Another attempt was made to burn down Maryhill Employment Exchange. Again the building was surrounded by police, and the Nationalists were alarmed. The agent provocateur told them that he had left a bottle of paraffin with his fingerprints on the roof. When the young fools were coming down they were seized and one of them received a blow on the head from a policeman’s baton.

The defending solicitor had been in the CID, and he recognised the agent provocateur as a police tout. This creature was put in the witness box and his solicitor "asked the Sheriff to inform him that he need not answer any questions that might incriminate himself".

"A dozen witnesses could have been produred in court to brand him as a police informer but it was discovered that the operation of the Official Secrets Act shut the mouths of these witnesses."


The evidence against the accused was damning but the Sheriff took an unusual and courageous line.

He said: "In the first place the police were fully informed beforehand of what was going to take place. It is beyond doubt that the person who informed them was within the inner circle of those who were discussing such a project." The case was dismissed.

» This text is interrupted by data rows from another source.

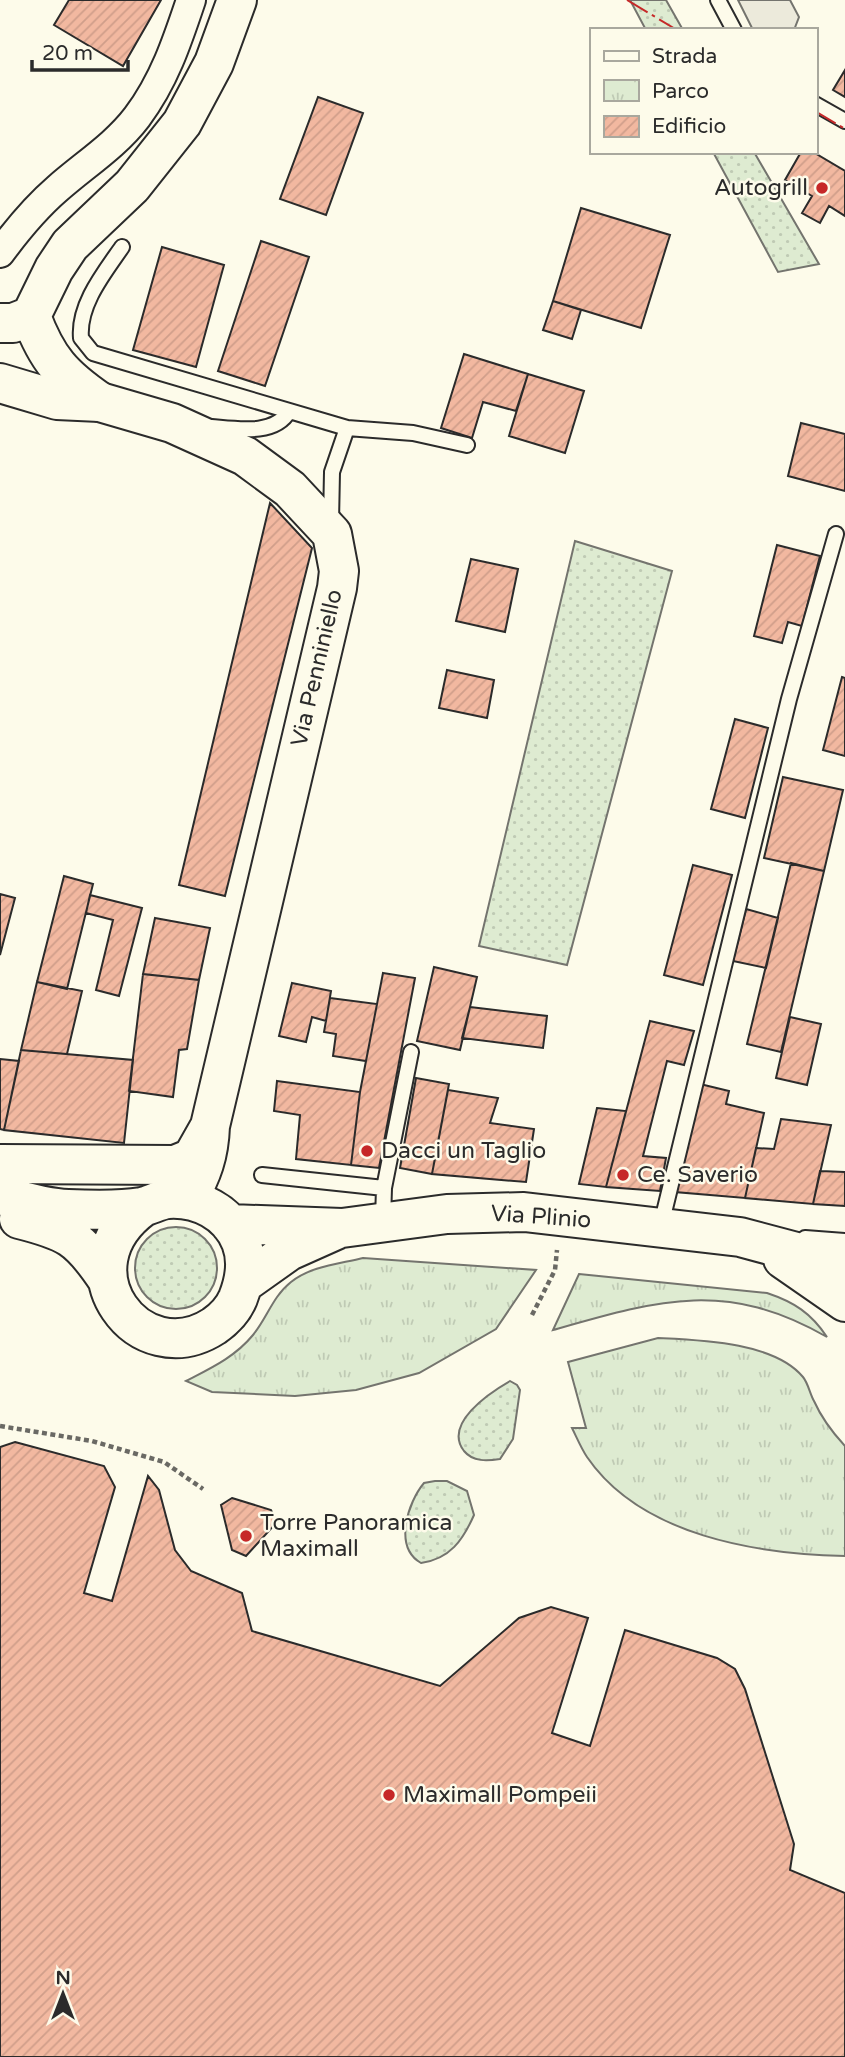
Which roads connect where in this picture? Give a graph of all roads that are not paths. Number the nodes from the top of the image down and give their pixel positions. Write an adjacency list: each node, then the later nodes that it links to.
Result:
1 (191, 0): 8 (street)
2 (237, 0): 9 (main road)
3 (718, 0): 4 (lane)
4 (733, 28)
5 (817, 105): 6 (lane)
6 (845, 121)
7 (122, 247): 12 (lane)
8 (0, 253)
9 (15, 320): 11 (main road)
10 (0, 383): 11 (main road)
11 (100, 402): 13 (main road)
12 (289, 411): 13 (lane); 14 (lane)
13 (172, 423): 16 (main road)
14 (347, 428): 15 (lane); 16 (lane)
15 (467, 445)
16 (332, 534): 19 (main road, Via Penniniello)
17 (836, 534): 28 (lane)
18 (411, 1052): 24 (lane)
19 (210, 1126): 20 (main road, Via Penniniello); 23 (main road, Via Penniniello)
20 (0, 1164)
21 (262, 1175): 24 (lane)
22 (0, 1195): 25 (main road)
23 (188, 1199): 25 (main road); 27 (main road)
24 (384, 1205): 28 (main road, Via Plinio); 29 (main road, Via Plinio)
25 (142, 1207): 33 (main road, Via Plinio)
26 (0, 1214): 33 (main road, Via Plinio)
27 (230, 1224): 29 (main road, Via Plinio); 34 (main road)
28 (660, 1226): 30 (main road, Via Plinio)
29 (342, 1227): 34 (main road, Via Plinio)
30 (740, 1237): 31 (lane, Via Plinio); 32 (main road, Via Plinio); 35 (main road, Via Plinio)
31 (845, 1241)
32 (845, 1265)
33 (107, 1279): 34 (main road, Via Plinio)
34 (244, 1283)
35 (845, 1302)

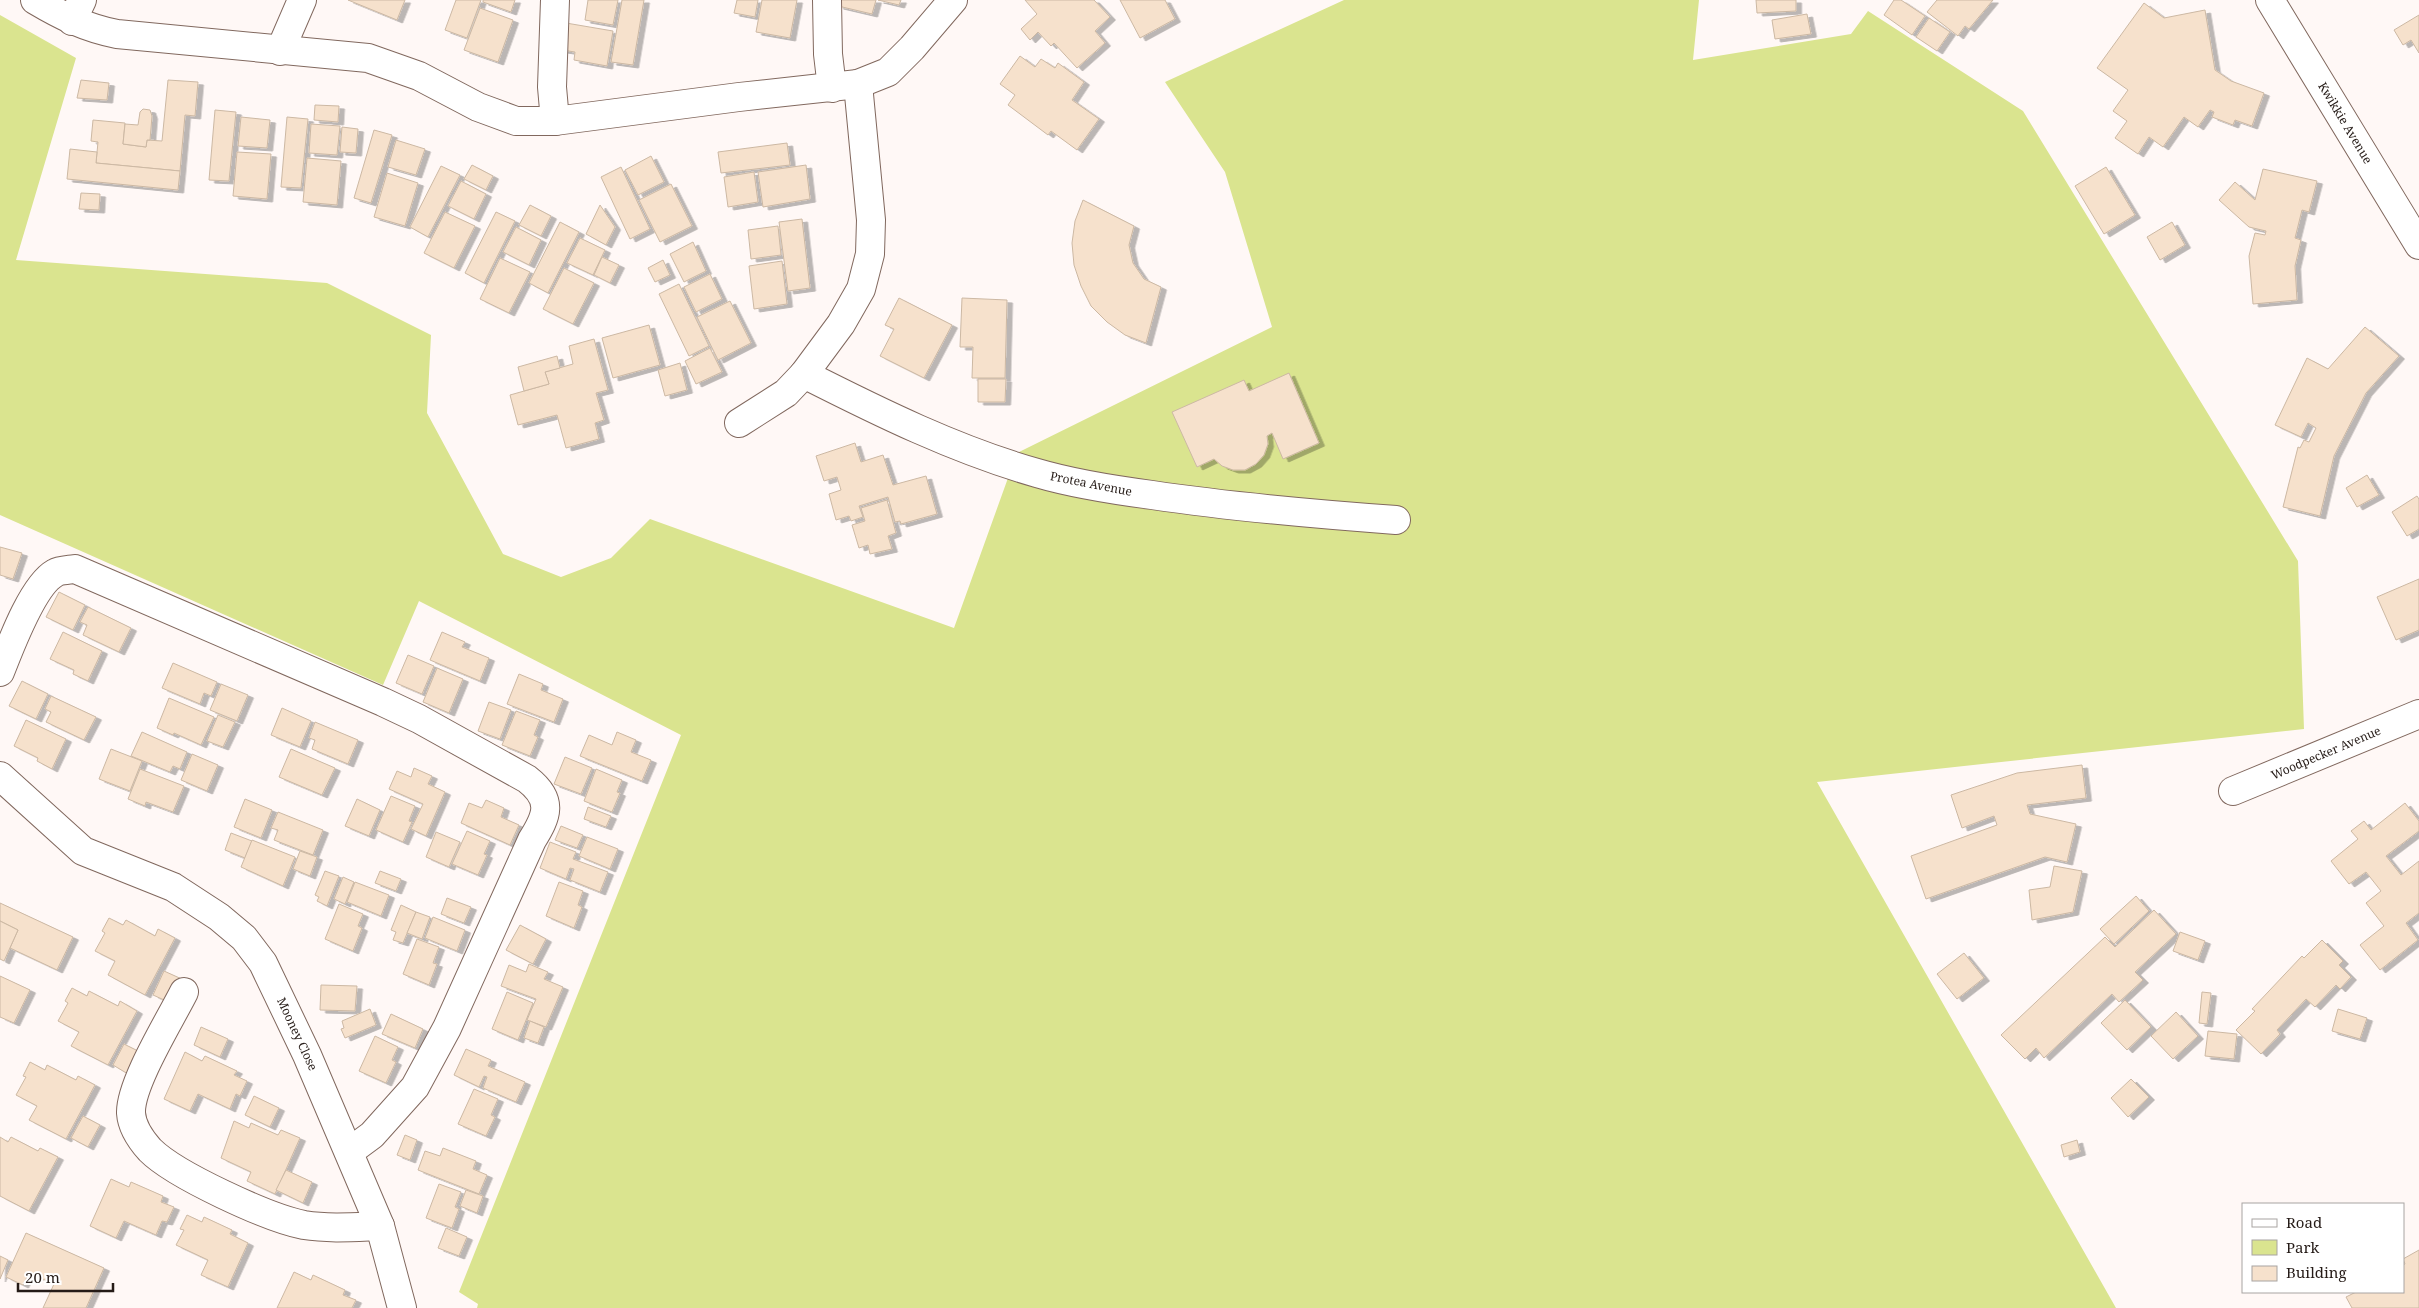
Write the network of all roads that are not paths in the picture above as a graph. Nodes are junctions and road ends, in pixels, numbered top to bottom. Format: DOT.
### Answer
graph roads {
  1 [pos="35,0"];
  2 [pos="302,0"];
  3 [pos="556,0"];
  4 [pos="827,0"];
  5 [pos="953,0"];
  6 [pos="2270,0"];
  7 [pos="77,10"];
  8 [pos="280,51"];
  9 [pos="845,86"];
  10 [pos="555,121"];
  11 [pos="2419,245"];
  12 [pos="804,374"];
  13 [pos="739,423"];
  14 [pos="1396,520"];
  15 [pos="0,672"];
  16 [pos="2419,714"];
  17 [pos="0,776"];
  18 [pos="2233,791"];
  19 [pos="184,992"];
  20 [pos="350,1152"];
  21 [pos="380,1226"];
  22 [pos="402,1308"];
  1 -- 7 [label="street"];
  2 -- 8 [label="street"];
  3 -- 10 [label="street"];
  4 -- 9 [label="street"];
  5 -- 9 [label="street"];
  6 -- 11 [label="street, Kwikkie Avenue"];
  7 -- 8 [label="street"];
  8 -- 10 [label="street"];
  9 -- 10 [label="street"];
  9 -- 12 [label="street"];
  12 -- 13 [label="street"];
  12 -- 14 [label="street, Protea Avenue"];
  15 -- 20 [label="street"];
  16 -- 18 [label="street, Woodpecker Avenue"];
  17 -- 20 [label="street, Mooney Close"];
  19 -- 21 [label="street"];
  20 -- 21 [label="street, Mooney Close"];
  21 -- 22 [label="street, Mooney Close"];
}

An Irishman once said to me. "We all knew who was the British agent; he was the fellow who got the worst beating up by the British police.


The Secret Service receives funds for which no account is ever given. No Government could afford to even know of the dirty work it does. It is safer not even to inquire.


The day after the publication of this pamphlet I had to sit at the telephone answering questions from excited Pressmen who thought it the greatest story of their experience. The next day there was not a mention in any paper. You can believe you are living in a free society only if you have nothing to say.


Since then, however, I have heard no account of a similar incident. I suspect that this exposure was sufficient warning to the British that they were playing a dangerous game here, however successful it may have been in Belfast.


Copies of this pamphlet have been sent to the Glasgow Herald on request and to Mr Harry Ewing without his request. I have demanded from this MP a public apology to the SNP for his ineptitude.


No reply from Mr H. Ewing, Under Secretary for State; yet both courtesy and honesty demanded some acknowledgment of my pamphlet proving that the British are capable of using their hired criminals against us.

Both in the pulpit and in the Scottish Office, we find cowards who can attack us only behind our backs. (He is now LORD EWING!) - Ed.)